**Task objective**
Set down every record below exactly as it stands, leaving out the pictures.

**Exercise material**
*** Block opens ***
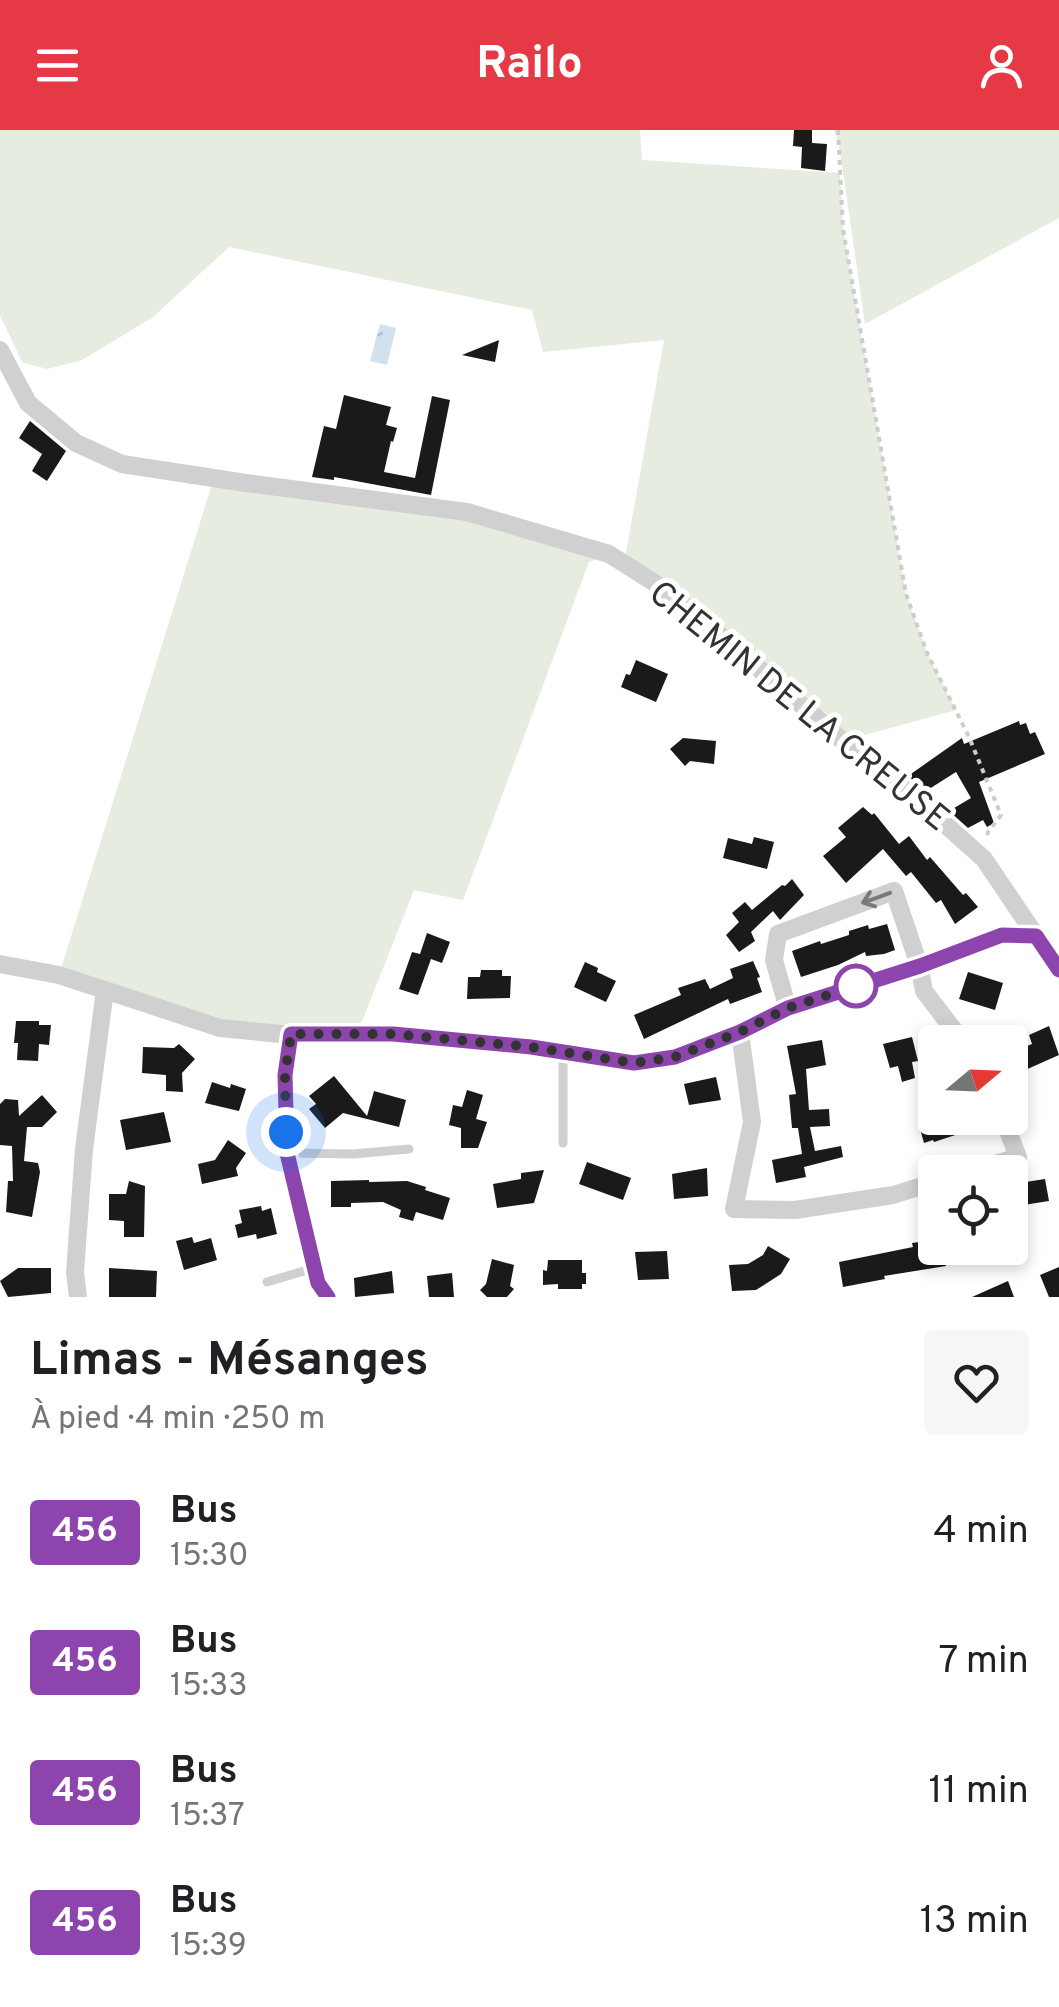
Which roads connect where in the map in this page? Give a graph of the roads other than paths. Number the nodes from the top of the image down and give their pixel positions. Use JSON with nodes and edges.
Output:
{"nodes":[{"id":1,"x":0,"y":350,"type":"edge"},
{"id":2,"x":1036,"y":936,"type":"junction"},
{"id":3,"x":0,"y":964,"type":"edge"},
{"id":4,"x":920,"y":966,"type":"junction"},
{"id":5,"x":1059,"y":970,"type":"edge"},
{"id":6,"x":105,"y":990,"type":"junction"},
{"id":7,"x":788,"y":1008,"type":"junction"},
{"id":8,"x":950,"y":1025,"type":"edge"},
{"id":9,"x":740,"y":1032,"type":"junction"},
{"id":10,"x":291,"y":1034,"type":"junction"},
{"id":11,"x":563,"y":1052,"type":"junction"},
{"id":12,"x":562,"y":1143,"type":"dead end"},
{"id":13,"x":409,"y":1149,"type":"dead end"},
{"id":14,"x":287,"y":1153,"type":"junction"},
{"id":15,"x":918,"y":1187,"type":"edge"},
{"id":16,"x":314,"y":1268,"type":"junction"},
{"id":17,"x":267,"y":1282,"type":"dead end"},
{"id":18,"x":78,"y":1297,"type":"edge"},
{"id":19,"x":328,"y":1297,"type":"edge"}],
"edges":[{"from":1,"to":2,"type":"street","name":"CHEMIN DE LA CREUSE"},
{"from":2,"to":4,"type":"street"},
{"from":2,"to":5,"type":"street","name":"CHEMIN DE LA CREUSE"},
{"from":3,"to":6,"type":"street"},
{"from":4,"to":7,"type":"street"},
{"from":4,"to":7,"type":"street","one_way":true},
{"from":4,"to":8,"type":"street"},
{"from":6,"to":10,"type":"street"},
{"from":6,"to":18,"type":"street"},
{"from":7,"to":9,"type":"street"},
{"from":9,"to":11,"type":"street"},
{"from":9,"to":15,"type":"street"},
{"from":10,"to":11,"type":"street"},
{"from":10,"to":14,"type":"street"},
{"from":11,"to":12,"type":"lane"},
{"from":13,"to":14,"type":"lane"},
{"from":14,"to":16,"type":"street"},
{"from":16,"to":17,"type":"lane"},
{"from":16,"to":19,"type":"street"}]}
*** Block closes ***
**Result**
Which roads connect where in the map in this page? Give a graph of the roads other than paths. Number the nodes from the top of the image down and give their pixel positions. Use JSON with nodes and edges.
Output:
{"nodes":[{"id":1,"x":0,"y":350,"type":"edge"},
{"id":2,"x":1036,"y":936,"type":"junction"},
{"id":3,"x":0,"y":964,"type":"edge"},
{"id":4,"x":920,"y":966,"type":"junction"},
{"id":5,"x":1059,"y":970,"type":"edge"},
{"id":6,"x":105,"y":990,"type":"junction"},
{"id":7,"x":788,"y":1008,"type":"junction"},
{"id":8,"x":950,"y":1025,"type":"edge"},
{"id":9,"x":740,"y":1032,"type":"junction"},
{"id":10,"x":291,"y":1034,"type":"junction"},
{"id":11,"x":563,"y":1052,"type":"junction"},
{"id":12,"x":562,"y":1143,"type":"dead end"},
{"id":13,"x":409,"y":1149,"type":"dead end"},
{"id":14,"x":287,"y":1153,"type":"junction"},
{"id":15,"x":918,"y":1187,"type":"edge"},
{"id":16,"x":314,"y":1268,"type":"junction"},
{"id":17,"x":267,"y":1282,"type":"dead end"},
{"id":18,"x":78,"y":1297,"type":"edge"},
{"id":19,"x":328,"y":1297,"type":"edge"}],
"edges":[{"from":1,"to":2,"type":"street","name":"CHEMIN DE LA CREUSE"},
{"from":2,"to":4,"type":"street"},
{"from":2,"to":5,"type":"street","name":"CHEMIN DE LA CREUSE"},
{"from":3,"to":6,"type":"street"},
{"from":4,"to":7,"type":"street"},
{"from":4,"to":7,"type":"street","one_way":true},
{"from":4,"to":8,"type":"street"},
{"from":6,"to":10,"type":"street"},
{"from":6,"to":18,"type":"street"},
{"from":7,"to":9,"type":"street"},
{"from":9,"to":11,"type":"street"},
{"from":9,"to":15,"type":"street"},
{"from":10,"to":11,"type":"street"},
{"from":10,"to":14,"type":"street"},
{"from":11,"to":12,"type":"lane"},
{"from":13,"to":14,"type":"lane"},
{"from":14,"to":16,"type":"street"},
{"from":16,"to":17,"type":"lane"},
{"from":16,"to":19,"type":"street"}]}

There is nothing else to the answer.